The Mudcat Café TM
Thread #161270   Message #3830657
Posted By: keberoxu
05-Jan-17 - 07:48 PM
Thread Name: BS: book trilogy: Tearling/Johansen
Subject: Erika Johansen: Tearling books
"When I am grappling with ideas which are radical enough to upset grown-ups, then I am likely to put these ideas into a story which will be marketed for children, because children understand what their parents have rejected and forgotten."
--"Names and Labels," page 110
Chapter 7,
Walking on Water by Madeleine L'Engle

Actually, author Erika Johansen would disagree with me for leading with this L'Engle quote. Johansen has remarked in a published interview that her fantasy books about a place called "The Tearling" were written as she wanted to write them, and has insisted that she did not write in order to limit herself to the "Young Adult / YA" category. A future post may link to that Johansen interview, since it is online.

In any event, Johansen's fantasy, a series of three books, about "The Tearling" were inspired when The Daily Show, in 2007, had presidential candidate, then-Senator Barack Obama, as a guest, as Johansen has also emphasized in reviews since then. Therefore, these books, however entertaining and emotional in appeal, have got an underlying social consciousness, and they pose as many questions as they supply answers.

There is too much of interest about these books to squeeze into one thread! I just finished reading the concluding book, which arrived in bookstores about the time of the 2016 presidential election. So "The Fate of The Tearling," the concluding book in the series, has only been out for a few months.

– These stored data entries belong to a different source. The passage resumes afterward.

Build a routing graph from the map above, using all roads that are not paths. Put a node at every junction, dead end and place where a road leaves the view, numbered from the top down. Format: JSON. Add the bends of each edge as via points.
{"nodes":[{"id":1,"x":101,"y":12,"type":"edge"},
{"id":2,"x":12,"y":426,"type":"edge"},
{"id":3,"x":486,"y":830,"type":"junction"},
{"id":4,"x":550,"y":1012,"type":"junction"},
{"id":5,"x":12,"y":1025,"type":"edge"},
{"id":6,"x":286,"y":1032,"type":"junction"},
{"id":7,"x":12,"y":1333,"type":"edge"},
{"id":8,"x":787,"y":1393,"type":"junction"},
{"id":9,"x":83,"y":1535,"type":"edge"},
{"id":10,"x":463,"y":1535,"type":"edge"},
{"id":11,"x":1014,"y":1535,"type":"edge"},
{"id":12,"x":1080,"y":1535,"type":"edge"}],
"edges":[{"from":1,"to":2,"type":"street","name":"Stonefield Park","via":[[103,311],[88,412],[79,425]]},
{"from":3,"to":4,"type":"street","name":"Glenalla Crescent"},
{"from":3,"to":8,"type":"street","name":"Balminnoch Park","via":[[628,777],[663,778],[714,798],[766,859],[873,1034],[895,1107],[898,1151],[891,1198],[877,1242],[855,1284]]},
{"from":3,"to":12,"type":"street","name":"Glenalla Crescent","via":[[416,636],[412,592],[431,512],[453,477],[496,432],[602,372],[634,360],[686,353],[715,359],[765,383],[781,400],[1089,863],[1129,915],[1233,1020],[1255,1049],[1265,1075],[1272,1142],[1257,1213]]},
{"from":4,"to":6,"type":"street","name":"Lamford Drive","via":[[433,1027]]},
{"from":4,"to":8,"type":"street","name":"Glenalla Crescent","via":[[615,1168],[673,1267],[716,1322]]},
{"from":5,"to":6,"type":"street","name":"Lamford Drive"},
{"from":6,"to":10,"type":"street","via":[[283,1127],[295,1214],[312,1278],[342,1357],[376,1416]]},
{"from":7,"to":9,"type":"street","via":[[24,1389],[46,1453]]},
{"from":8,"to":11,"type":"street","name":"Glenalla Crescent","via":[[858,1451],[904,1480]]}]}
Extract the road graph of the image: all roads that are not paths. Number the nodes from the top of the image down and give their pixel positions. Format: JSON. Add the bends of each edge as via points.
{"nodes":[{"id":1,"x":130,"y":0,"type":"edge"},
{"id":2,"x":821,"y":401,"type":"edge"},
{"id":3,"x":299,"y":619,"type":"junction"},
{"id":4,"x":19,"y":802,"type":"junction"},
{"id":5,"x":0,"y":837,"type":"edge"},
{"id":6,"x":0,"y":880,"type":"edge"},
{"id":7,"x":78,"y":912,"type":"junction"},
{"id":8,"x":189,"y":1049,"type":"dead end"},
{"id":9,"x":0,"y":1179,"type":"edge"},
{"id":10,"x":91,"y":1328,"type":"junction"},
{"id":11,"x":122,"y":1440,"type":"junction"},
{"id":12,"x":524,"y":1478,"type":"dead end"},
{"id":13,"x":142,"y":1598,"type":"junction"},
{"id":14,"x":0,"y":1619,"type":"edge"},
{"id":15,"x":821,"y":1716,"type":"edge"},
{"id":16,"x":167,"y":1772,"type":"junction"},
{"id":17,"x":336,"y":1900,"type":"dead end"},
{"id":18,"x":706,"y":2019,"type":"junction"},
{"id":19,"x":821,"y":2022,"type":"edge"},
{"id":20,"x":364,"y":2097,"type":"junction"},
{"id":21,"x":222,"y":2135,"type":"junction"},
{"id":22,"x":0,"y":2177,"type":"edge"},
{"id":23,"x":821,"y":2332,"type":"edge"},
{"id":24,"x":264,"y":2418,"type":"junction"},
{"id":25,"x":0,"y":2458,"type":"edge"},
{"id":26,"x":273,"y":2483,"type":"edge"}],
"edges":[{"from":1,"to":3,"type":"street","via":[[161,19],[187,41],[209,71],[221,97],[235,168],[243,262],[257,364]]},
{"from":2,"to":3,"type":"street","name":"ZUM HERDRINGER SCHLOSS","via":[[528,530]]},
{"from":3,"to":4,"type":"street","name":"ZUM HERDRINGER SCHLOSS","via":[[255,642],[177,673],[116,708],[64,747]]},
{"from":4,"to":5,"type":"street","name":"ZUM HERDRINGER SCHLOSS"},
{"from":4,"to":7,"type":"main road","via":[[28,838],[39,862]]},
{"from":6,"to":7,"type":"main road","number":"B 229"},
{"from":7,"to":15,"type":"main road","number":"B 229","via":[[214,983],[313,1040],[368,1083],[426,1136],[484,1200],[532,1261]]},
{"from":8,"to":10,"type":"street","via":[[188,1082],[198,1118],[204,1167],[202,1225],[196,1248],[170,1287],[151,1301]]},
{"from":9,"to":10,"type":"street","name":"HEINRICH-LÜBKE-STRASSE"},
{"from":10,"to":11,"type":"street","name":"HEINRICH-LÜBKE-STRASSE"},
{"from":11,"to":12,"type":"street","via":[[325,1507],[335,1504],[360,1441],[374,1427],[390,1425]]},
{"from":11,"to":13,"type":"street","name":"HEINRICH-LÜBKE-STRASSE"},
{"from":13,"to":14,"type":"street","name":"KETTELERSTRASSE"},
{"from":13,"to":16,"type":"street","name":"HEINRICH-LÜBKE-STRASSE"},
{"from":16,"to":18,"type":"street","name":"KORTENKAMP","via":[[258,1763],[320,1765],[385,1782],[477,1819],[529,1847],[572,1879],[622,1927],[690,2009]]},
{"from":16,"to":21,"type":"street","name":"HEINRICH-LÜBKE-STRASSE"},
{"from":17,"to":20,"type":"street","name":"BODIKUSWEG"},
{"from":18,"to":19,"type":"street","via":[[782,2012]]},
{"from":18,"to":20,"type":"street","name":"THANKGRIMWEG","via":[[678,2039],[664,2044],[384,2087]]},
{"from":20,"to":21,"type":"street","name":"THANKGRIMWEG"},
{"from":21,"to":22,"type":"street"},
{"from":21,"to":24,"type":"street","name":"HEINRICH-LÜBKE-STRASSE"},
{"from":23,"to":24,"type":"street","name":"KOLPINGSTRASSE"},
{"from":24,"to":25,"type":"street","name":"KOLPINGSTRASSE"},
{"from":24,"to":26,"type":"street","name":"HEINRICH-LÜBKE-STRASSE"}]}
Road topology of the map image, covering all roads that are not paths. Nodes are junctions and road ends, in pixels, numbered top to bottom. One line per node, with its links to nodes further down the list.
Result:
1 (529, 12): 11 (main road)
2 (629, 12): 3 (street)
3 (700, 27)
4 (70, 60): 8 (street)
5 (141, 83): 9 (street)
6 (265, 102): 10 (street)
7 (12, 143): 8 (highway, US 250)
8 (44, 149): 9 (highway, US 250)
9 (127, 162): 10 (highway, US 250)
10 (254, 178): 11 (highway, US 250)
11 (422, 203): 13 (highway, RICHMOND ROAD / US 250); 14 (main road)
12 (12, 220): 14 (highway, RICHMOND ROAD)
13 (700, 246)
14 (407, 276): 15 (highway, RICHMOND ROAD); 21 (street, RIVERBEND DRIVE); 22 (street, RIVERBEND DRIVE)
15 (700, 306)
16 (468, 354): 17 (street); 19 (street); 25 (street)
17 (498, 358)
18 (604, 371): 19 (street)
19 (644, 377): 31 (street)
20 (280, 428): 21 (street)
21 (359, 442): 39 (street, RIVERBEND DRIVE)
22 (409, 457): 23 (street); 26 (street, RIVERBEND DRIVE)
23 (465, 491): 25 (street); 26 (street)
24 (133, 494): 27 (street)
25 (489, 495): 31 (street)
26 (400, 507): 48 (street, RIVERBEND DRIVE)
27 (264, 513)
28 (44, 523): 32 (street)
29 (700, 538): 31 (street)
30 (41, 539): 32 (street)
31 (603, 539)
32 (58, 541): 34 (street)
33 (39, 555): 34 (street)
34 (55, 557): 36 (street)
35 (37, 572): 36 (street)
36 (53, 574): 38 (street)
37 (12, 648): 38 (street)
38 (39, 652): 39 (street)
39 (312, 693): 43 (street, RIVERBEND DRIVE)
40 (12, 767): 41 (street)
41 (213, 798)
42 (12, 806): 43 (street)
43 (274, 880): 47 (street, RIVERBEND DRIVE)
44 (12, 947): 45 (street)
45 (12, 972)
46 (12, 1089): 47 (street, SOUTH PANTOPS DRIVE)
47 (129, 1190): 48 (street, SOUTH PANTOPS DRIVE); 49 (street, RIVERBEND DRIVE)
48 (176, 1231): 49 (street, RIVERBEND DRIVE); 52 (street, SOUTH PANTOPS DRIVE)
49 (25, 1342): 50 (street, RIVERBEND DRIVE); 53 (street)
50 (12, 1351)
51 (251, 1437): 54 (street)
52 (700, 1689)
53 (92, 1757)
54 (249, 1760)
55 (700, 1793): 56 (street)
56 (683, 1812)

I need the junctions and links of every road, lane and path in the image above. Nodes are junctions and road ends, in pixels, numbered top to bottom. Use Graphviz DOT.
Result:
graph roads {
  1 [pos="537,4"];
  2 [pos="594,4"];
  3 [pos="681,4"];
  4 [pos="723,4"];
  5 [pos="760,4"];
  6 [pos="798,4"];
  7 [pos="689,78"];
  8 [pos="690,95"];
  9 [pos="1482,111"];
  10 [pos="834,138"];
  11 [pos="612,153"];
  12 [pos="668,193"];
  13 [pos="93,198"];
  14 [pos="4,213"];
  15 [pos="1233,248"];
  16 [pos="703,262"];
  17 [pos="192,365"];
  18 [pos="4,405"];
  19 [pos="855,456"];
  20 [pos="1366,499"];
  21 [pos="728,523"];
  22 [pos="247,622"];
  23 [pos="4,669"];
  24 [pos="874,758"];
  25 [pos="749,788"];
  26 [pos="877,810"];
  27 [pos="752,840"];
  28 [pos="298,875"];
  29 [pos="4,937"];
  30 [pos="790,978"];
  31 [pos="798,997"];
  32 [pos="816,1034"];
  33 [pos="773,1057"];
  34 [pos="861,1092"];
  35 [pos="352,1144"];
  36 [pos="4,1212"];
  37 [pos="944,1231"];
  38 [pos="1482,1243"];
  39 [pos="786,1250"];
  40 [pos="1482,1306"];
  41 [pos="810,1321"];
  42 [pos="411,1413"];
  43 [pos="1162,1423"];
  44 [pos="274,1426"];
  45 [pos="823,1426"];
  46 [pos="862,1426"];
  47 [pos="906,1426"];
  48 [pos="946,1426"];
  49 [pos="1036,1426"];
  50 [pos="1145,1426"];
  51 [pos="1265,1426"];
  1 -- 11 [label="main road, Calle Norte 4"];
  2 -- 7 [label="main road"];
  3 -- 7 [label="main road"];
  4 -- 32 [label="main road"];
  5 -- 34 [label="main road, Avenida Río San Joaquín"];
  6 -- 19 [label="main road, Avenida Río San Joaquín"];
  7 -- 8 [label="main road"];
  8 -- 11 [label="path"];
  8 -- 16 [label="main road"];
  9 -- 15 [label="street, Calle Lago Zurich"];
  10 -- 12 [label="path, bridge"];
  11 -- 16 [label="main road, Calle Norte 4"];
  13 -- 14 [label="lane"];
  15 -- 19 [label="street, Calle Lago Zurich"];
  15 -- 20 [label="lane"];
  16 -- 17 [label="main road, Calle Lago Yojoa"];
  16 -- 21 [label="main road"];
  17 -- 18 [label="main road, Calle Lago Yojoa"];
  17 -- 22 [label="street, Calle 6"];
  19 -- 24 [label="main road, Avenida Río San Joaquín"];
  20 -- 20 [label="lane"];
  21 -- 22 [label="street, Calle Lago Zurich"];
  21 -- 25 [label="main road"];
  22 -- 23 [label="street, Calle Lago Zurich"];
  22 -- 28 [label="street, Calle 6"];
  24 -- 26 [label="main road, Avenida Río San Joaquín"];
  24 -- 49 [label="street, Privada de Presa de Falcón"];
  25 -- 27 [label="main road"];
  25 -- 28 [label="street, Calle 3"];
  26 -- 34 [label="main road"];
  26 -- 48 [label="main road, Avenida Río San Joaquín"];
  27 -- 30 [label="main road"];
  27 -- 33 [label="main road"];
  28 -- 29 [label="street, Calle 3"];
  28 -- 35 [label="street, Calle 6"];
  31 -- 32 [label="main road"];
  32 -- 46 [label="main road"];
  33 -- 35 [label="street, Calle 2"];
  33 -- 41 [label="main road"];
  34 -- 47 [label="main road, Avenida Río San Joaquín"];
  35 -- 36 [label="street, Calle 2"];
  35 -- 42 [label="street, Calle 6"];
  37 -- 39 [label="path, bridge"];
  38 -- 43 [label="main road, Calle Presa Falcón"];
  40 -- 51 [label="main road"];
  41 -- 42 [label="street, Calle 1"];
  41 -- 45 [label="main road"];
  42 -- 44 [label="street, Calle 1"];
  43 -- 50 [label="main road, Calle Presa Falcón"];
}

The most outspoken readers of these books have indeed been young adults, and they formed expectations that this long and complex narrative about a nineteen-year-old young lady would be an adventure along the lines of the Divergent series or The Hunger Games series. And guess what....that isn't how it ends. NO SPOILERS, now. Johansen has said of the conclusion: "It broke my heart, but I had to do it." The online reviews by readers and fans have been mainly shocked and outraged: how DARE the author do this to her characters, how dare the author do this to her readers!

Speaking strictly for me, I am in awe of the author's risk-taking. She has chosen an ending that confounds popular expectations, and takes one back to the conflict between entertainment and social consciousness. And in future posts it will be food for thinking out loud some more. Has anyone else read these books?